Problem statement:
Return the lines of the data below in which the string "María" occurs.

========================================

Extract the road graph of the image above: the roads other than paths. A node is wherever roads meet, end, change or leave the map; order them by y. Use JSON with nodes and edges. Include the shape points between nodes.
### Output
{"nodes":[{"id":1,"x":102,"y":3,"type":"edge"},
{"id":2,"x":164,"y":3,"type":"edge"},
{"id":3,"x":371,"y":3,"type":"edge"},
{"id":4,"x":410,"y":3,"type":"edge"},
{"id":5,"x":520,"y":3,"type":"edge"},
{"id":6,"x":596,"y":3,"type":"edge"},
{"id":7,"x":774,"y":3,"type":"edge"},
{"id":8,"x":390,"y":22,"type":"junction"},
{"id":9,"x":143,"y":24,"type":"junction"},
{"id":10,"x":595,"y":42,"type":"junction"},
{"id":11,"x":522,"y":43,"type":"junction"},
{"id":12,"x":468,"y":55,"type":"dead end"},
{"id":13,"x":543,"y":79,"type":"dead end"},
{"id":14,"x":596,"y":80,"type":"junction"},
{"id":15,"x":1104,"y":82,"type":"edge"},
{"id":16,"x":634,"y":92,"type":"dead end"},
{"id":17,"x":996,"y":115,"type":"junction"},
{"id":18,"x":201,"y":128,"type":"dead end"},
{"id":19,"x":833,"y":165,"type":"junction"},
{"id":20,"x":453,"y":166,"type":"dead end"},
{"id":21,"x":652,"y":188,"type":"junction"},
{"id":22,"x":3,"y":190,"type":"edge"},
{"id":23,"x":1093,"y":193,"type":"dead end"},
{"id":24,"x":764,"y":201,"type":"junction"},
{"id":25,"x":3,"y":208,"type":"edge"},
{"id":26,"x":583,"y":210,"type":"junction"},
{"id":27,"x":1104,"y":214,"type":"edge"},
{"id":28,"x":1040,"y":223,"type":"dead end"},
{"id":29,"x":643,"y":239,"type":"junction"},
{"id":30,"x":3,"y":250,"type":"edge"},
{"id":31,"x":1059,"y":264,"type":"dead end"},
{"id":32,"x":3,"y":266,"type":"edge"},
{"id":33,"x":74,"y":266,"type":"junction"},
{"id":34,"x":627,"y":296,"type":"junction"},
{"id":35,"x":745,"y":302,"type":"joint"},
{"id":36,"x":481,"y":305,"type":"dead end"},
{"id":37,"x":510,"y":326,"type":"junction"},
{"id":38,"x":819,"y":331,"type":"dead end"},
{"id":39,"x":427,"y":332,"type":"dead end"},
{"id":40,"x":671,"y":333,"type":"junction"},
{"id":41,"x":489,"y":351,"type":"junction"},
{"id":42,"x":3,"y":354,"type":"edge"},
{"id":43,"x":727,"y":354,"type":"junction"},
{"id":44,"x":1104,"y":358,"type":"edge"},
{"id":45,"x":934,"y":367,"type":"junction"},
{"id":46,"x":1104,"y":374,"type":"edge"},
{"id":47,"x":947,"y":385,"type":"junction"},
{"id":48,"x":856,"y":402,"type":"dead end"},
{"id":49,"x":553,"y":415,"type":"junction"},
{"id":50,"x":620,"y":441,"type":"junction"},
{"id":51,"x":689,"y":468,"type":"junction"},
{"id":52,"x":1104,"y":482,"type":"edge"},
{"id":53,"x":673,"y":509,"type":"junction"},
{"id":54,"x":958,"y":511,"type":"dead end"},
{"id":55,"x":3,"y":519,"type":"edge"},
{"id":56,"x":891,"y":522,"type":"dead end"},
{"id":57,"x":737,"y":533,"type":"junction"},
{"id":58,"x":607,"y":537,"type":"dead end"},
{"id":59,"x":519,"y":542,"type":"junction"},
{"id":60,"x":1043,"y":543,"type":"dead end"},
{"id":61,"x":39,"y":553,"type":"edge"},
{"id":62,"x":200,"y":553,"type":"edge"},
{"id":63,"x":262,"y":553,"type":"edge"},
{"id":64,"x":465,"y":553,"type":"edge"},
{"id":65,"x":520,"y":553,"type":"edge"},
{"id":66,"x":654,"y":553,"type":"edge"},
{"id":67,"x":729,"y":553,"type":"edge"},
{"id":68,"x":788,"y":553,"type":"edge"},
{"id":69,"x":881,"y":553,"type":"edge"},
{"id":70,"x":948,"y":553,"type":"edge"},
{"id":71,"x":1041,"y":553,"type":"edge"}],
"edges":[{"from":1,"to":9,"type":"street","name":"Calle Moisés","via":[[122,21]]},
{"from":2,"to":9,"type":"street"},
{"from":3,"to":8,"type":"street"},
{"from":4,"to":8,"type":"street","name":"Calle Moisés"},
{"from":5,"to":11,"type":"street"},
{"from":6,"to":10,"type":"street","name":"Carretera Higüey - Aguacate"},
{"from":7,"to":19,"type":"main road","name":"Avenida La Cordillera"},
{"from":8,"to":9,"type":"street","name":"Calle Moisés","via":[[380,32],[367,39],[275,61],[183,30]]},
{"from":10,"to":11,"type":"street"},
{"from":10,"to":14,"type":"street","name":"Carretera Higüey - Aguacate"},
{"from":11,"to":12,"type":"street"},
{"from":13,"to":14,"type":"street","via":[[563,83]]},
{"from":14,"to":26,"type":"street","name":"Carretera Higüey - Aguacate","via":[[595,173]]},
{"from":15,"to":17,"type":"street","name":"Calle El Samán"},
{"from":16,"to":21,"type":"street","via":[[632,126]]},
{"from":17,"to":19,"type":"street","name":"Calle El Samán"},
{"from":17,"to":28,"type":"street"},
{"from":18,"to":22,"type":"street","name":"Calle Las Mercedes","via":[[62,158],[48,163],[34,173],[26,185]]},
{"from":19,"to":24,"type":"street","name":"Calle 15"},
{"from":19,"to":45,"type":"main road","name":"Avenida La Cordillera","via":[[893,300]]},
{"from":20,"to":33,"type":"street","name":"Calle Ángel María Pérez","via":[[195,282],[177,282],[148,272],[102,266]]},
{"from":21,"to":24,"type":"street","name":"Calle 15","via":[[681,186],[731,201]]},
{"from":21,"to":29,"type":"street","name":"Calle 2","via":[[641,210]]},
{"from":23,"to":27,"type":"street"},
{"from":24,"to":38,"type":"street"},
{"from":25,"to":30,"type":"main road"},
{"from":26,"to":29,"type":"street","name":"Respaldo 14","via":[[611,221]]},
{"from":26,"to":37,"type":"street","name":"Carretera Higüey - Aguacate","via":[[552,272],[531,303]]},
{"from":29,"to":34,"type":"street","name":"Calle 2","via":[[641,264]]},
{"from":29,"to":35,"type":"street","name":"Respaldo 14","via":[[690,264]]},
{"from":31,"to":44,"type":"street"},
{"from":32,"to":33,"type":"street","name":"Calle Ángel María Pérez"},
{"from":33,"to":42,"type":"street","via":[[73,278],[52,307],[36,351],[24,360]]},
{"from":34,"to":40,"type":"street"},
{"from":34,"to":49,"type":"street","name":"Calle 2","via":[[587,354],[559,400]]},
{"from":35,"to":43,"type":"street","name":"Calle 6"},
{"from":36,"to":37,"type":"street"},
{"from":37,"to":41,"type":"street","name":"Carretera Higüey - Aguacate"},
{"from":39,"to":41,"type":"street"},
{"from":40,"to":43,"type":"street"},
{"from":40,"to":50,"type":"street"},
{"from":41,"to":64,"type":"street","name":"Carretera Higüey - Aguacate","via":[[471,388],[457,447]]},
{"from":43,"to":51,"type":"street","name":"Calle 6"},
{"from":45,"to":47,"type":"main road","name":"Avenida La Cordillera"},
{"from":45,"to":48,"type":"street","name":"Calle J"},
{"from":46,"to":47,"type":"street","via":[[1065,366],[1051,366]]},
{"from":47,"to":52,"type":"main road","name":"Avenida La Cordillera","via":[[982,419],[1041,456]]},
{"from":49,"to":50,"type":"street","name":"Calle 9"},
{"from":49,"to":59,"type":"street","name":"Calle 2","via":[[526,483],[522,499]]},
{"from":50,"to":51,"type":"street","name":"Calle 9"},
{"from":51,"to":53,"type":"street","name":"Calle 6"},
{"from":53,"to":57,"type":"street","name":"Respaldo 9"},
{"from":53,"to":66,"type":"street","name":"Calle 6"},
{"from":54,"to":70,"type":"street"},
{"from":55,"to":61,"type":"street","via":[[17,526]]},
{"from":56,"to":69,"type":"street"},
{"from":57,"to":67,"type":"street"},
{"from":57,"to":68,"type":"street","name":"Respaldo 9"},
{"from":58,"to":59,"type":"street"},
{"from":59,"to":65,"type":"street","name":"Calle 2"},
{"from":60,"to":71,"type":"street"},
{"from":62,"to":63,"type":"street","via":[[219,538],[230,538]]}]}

========================================

Reply:
{"from":20,"to":33,"type":"street","name":"Calle Ángel María Pérez","via":[[195,282],[177,282],[148,272],[102,266]]},
{"from":32,"to":33,"type":"street","name":"Calle Ángel María Pérez"},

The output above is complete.